Tuesday, March 25, 2014

259. TALES FROM RED VIENNA (March 23, 2014)

259. TALES FROM RED VIENNA
 
 
 

 

The knowledge that Nina Arianda, so brilliant in VENUS IN FURS (which I saw) and BORN YESTERDAY (which I missed), was starring in David Grimm’s new play, TALES FROM RED VIENNA, at the Manhattan Theatre Club’s City Center Stage 1, was made even more exciting by the show’s alluring publicity photo of her in a widow’s veil. Unfortunately, the photo is far more glamorous than the role she plays in this disappointing drama set in 1920 Vienna, where Ms. Arianda’s character, Heléna Altman, an aristocrat whose husband, Karl Hupka, was reported killed at Ypres during World War II, is forced to turn to prostitution to survive. The wordless first scene of the play, which takes place behind a sheer, dark curtain in the threadbare apartment she’s been forced to move to with her elderly, commonsense housekeeper, Edda Schmidt (Kathleen Chalfant), shows her clearly reluctant encounter on a tabletop with a bearded client. This gent will turn out to be Béla Hoyos (Michael Esper), a young Hungarian journalist and acquaintance of a more fortunate aristocratic woman, the snooty gossip Mutzi von Fessendorf (Tina Benko), who is herself in an unhappy marriage. Later, when Béla learns who Heléna is, he becomes her conflicted suitor (one who, because of the social rot he partly represents, gives her a snort of cocaine). Béla, a committed Marxist socialist, also represents the contemporary political regime, which was briefly under the control of the social democrats, thus giving the play the color in its title, and which deprived aristocrats like Mutzi of their former status. It's too bad that the political background of the play remains just that, background.
 
 
Nina Arianda, Michael Esper. Photo: Joan Marcus.

            TALES FROM RED VIENNA, flatly staged by Kate Whoriskey, appears at first to be an historical drama exposing the social corruption in Austria’s postwar society, when numerous newly impoverished women, many from the middle and upper classes, found themselves in Heléna’s predicament; it isn’t long before it goes off track and becomes conventional romantic wiener schnitzel, with a dramatic twist at the end of Act Two signaled by the arrival of the mysterious Karl Hupka (Lucas Hall). This ultimately turns the three-act play (remember them?) into a variation on A DOLL’S HOUSE, except that it’s not the woman who walks out the door at the end.
 
 
Kathleen Chalfant, Nina Arianda. Photo: Joan Marcus.

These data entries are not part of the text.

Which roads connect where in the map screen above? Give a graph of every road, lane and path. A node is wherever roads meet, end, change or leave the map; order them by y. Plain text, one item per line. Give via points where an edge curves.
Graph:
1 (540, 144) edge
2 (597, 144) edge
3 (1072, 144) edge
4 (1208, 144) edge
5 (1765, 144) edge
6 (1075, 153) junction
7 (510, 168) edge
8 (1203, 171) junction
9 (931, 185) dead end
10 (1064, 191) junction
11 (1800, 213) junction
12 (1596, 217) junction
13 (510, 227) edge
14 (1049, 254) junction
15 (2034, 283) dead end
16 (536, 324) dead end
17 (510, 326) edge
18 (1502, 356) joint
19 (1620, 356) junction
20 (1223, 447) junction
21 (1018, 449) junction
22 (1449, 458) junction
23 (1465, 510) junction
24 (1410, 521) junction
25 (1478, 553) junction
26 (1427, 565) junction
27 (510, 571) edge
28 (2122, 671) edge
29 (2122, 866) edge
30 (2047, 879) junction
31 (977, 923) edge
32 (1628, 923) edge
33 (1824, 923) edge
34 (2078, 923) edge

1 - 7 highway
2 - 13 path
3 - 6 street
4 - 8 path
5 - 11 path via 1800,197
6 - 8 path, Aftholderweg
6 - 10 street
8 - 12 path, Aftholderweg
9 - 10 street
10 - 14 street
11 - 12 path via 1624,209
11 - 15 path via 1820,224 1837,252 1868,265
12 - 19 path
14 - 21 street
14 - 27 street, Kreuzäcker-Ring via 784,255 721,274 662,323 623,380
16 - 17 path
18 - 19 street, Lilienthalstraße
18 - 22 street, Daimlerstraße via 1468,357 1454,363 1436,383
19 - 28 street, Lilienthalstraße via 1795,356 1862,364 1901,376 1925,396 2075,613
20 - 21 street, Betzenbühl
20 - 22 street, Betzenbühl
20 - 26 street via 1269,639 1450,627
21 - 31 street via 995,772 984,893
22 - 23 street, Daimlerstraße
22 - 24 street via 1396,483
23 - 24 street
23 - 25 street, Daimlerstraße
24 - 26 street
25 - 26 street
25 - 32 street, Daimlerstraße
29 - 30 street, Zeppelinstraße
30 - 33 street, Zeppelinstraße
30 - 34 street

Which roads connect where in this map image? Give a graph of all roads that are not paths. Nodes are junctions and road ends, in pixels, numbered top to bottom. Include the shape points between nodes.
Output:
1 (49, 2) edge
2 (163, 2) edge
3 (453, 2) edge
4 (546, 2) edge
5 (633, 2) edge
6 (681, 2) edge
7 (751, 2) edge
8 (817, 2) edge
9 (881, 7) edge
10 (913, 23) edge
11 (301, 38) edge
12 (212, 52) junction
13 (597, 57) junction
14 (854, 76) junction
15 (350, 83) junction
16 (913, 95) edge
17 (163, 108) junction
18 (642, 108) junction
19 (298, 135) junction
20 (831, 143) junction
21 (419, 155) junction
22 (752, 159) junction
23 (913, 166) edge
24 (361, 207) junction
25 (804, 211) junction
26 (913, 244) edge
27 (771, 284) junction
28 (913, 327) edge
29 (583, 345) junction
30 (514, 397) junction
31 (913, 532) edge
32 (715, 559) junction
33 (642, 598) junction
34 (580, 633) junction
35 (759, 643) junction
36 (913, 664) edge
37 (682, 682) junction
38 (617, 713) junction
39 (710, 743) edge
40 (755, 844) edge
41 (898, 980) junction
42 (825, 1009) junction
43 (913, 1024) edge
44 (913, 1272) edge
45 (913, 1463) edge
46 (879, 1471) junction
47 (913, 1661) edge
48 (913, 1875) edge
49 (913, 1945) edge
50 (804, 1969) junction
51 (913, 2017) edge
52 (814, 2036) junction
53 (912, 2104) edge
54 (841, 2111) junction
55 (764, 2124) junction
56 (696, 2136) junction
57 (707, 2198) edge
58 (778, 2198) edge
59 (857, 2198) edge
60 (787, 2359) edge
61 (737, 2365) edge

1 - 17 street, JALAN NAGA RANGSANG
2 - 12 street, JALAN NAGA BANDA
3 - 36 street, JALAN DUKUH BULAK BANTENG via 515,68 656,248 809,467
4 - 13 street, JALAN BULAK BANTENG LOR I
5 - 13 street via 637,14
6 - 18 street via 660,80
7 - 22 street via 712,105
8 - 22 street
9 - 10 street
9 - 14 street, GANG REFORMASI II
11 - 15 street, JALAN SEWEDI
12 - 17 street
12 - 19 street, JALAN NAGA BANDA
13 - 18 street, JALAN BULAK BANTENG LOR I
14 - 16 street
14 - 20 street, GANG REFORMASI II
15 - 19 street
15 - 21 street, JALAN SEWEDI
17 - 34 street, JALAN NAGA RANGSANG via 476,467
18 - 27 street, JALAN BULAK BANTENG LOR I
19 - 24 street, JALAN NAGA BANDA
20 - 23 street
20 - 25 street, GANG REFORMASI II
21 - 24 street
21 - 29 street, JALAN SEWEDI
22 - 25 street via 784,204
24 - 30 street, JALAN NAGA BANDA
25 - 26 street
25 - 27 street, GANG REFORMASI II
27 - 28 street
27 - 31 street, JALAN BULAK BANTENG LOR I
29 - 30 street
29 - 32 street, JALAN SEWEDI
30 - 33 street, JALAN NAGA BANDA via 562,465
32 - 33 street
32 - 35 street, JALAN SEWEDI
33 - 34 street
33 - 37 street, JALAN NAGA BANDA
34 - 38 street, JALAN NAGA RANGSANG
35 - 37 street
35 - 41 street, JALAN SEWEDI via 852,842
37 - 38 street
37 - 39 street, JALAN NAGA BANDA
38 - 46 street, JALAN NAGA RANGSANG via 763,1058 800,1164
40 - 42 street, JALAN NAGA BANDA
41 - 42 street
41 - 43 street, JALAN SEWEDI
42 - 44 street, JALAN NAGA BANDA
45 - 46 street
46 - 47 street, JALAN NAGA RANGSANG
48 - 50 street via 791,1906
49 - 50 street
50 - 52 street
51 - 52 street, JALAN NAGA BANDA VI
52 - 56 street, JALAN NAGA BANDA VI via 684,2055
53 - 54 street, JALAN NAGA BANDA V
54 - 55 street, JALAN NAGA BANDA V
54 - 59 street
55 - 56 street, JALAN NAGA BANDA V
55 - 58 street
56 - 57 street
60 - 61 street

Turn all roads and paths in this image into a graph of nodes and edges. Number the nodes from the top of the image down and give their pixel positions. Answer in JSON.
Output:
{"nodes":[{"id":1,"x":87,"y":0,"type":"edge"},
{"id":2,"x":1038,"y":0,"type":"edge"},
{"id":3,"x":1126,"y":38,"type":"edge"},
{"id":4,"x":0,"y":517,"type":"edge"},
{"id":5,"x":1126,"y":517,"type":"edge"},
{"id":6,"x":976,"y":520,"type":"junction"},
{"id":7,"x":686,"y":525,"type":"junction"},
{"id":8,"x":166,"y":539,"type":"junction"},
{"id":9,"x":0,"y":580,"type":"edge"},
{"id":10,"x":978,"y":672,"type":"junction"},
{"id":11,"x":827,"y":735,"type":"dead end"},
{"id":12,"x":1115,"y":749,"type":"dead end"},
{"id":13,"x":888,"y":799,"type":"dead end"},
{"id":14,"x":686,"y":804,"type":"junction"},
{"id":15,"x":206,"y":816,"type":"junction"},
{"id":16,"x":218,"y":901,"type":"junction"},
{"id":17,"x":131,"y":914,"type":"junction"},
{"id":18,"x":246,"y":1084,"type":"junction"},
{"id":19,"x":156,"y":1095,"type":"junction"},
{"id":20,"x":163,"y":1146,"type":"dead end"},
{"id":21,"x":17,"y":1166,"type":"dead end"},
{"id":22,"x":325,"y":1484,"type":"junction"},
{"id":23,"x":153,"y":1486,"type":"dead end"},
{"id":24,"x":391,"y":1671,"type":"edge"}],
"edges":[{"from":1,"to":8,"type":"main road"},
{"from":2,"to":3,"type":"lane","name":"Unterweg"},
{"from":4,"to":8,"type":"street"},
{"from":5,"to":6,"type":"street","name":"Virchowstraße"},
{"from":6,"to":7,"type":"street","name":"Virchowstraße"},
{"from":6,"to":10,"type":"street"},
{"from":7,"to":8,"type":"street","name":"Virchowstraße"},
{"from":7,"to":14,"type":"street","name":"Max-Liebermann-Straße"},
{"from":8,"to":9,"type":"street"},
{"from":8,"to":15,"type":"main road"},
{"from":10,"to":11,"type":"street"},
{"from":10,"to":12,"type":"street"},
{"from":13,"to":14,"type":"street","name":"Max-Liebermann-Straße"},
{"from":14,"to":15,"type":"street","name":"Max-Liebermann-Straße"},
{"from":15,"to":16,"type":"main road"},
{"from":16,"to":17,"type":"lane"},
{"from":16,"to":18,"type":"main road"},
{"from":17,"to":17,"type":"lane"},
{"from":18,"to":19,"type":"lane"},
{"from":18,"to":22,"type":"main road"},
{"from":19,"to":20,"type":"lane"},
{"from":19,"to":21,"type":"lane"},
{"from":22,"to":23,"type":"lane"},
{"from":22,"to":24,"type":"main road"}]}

            Some topicality--the theme of anti-Semitism--is introduced by Rudy Zuckermayer (overacted by Michael Goldsmith), a Jewish boy infatuated with Heléna, while an attempt at comedy is provided by Edda, the wise old housekeeper, some of whose would-be laughs stem from her fondness for a nip or two, others from anachronistic cracks like, “Now you’ve given him a stiffy.” Ms. Chalfant, normally one of New York’s most dependable character actresses, is unable to make a real person out of the role; for one thing, she wears even more makeup than Ms. Arianda.  

Very little rings true, either in the acting (Ms. Benko comes closest), the dialogue, or the characters, and the old-fashioned plot development that justifies Act Three is highly questionable. The sense of period authenticity is limited to the snatches of Viennese waltzes we hear (courtesy of sound designers Rob Milburn and Michael Bodeen), Anita Yavich’s lovely costumes (although the impoverished Helena and Edda wear clothes that are far too neat and fine looking), and John Lee Beatty’s two sets, one showing Heléna’s living room, and one the cemetery where, implausibly, Heléna spends Act Two, near the grave of her husband. Neither is up to Mr. Beatty’s usual standard (as is, for example, his just-opened MOTHERS AND SONS).

By the time the play has run its course after two and a half hours, so has our patience with TALES FROM RED VIENNA, a stale piece of strudel from playwright Grimm.